● Problem to solve: Every line with the string "Caddesi" must be copied from the entries below.
[[ Data for this exercise open ]]
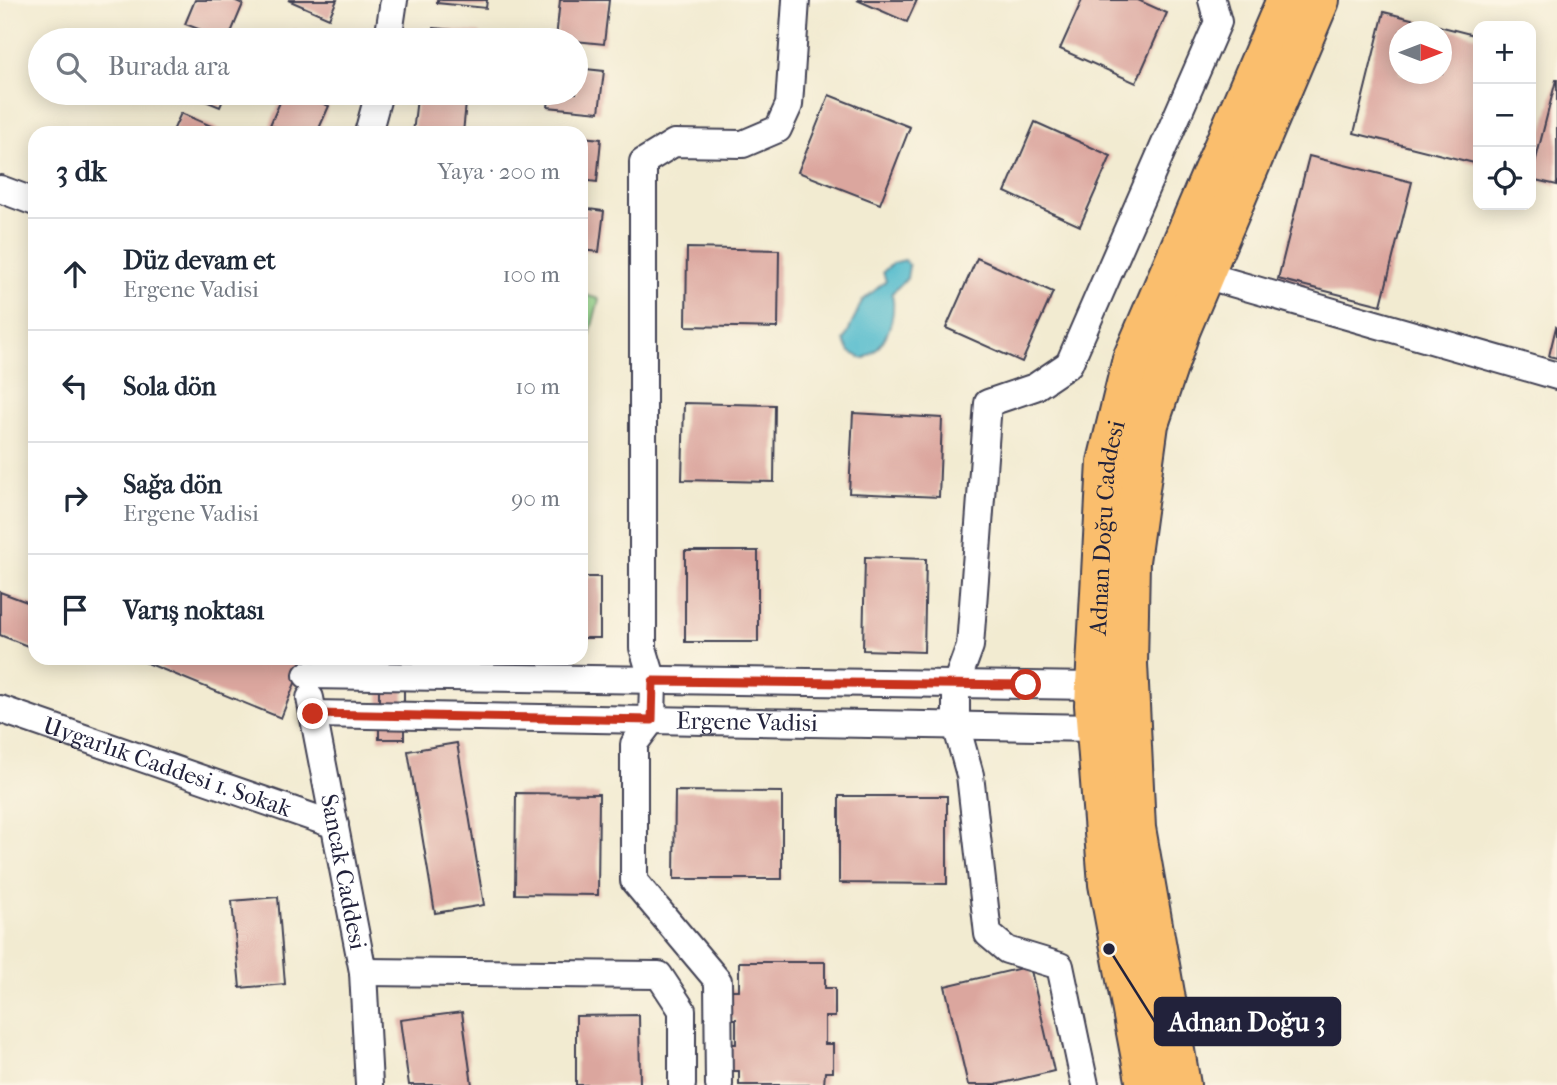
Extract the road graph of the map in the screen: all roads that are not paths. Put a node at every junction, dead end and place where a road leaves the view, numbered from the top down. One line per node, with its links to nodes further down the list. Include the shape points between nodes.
1 (394, 0): 6 (street)
2 (796, 0): 14 (street, via 789,105 778,129 743,144 674,143 643,162)
3 (1212, 0): 13 (street, via 1218,22 1069,364 1035,387 988,403)
4 (1286, 0): 20 (main road, Adnan Doğu Caddesi, via 1132,359 1107,462)
5 (1320, 0): 11 (main road, Adnan Doğu Caddesi)
6 (390, 28)
7 (376, 105): 8 (street)
8 (370, 126)
9 (0, 189): 10 (street)
10 (28, 199)
11 (1204, 275): 12 (street); 37 (main road, Adnan Doğu Caddesi, via 1149,424 1130,561 1128,664 1136,828)
12 (1557, 376)
13 (970, 646): 18 (street); 19 (street)
14 (643, 648): 16 (street); 17 (street)
15 (306, 667): 16 (street, Ergene Vadisi); 22 (street, Sancak Caddesi)
16 (620, 680): 17 (street, Ergene Vadisi); 23 (street)
17 (653, 681): 18 (street, Ergene Vadisi); 24 (street)
18 (956, 684): 19 (street, Ergene Vadisi); 25 (street)
19 (988, 685): 20 (street, Ergene Vadisi); 26 (street)
20 (1095, 686): 27 (main road, Adnan Doğu Caddesi)
21 (0, 709): 30 (street, Uygarlık Caddesi 1. Sokak)
22 (313, 714): 23 (street, Ergene Vadisi); 30 (street, Sancak Caddesi)
23 (620, 719): 24 (street, Ergene Vadisi); 28 (street)
24 (652, 720): 25 (street, Ergene Vadisi); 28 (street)
25 (956, 726): 26 (street, Ergene Vadisi); 29 (street)
26 (989, 726): 27 (street, Ergene Vadisi); 29 (street)
27 (1096, 728): 36 (main road, Adnan Doğu Caddesi, via 1108,884)
28 (634, 744): 34 (street, via 634,881 718,981)
29 (970, 775): 35 (street, via 988,934 1007,950 1060,966)
30 (335, 825): 31 (street, Sancak Caddesi)
31 (363, 972): 32 (street, Sancak Caddesi); 33 (street, via 659,975 682,1010)
32 (369, 1085)
33 (682, 1085)
34 (719, 1085)
35 (1085, 1085)
36 (1146, 1085)
37 (1181, 1085)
[[ Data for this exercise closed ]]
● Result:
4 (1286, 0): 20 (main road, Adnan Doğu Caddesi, via 1132,359 1107,462)
5 (1320, 0): 11 (main road, Adnan Doğu Caddesi)
11 (1204, 275): 12 (street); 37 (main road, Adnan Doğu Caddesi, via 1149,424 1130,561 1128,664 1136,828)
15 (306, 667): 16 (street, Ergene Vadisi); 22 (street, Sancak Caddesi)
20 (1095, 686): 27 (main road, Adnan Doğu Caddesi)
21 (0, 709): 30 (street, Uygarlık Caddesi 1. Sokak)
22 (313, 714): 23 (street, Ergene Vadisi); 30 (street, Sancak Caddesi)
27 (1096, 728): 36 (main road, Adnan Doğu Caddesi, via 1108,884)
30 (335, 825): 31 (street, Sancak Caddesi)
31 (363, 972): 32 (street, Sancak Caddesi); 33 (street, via 659,975 682,1010)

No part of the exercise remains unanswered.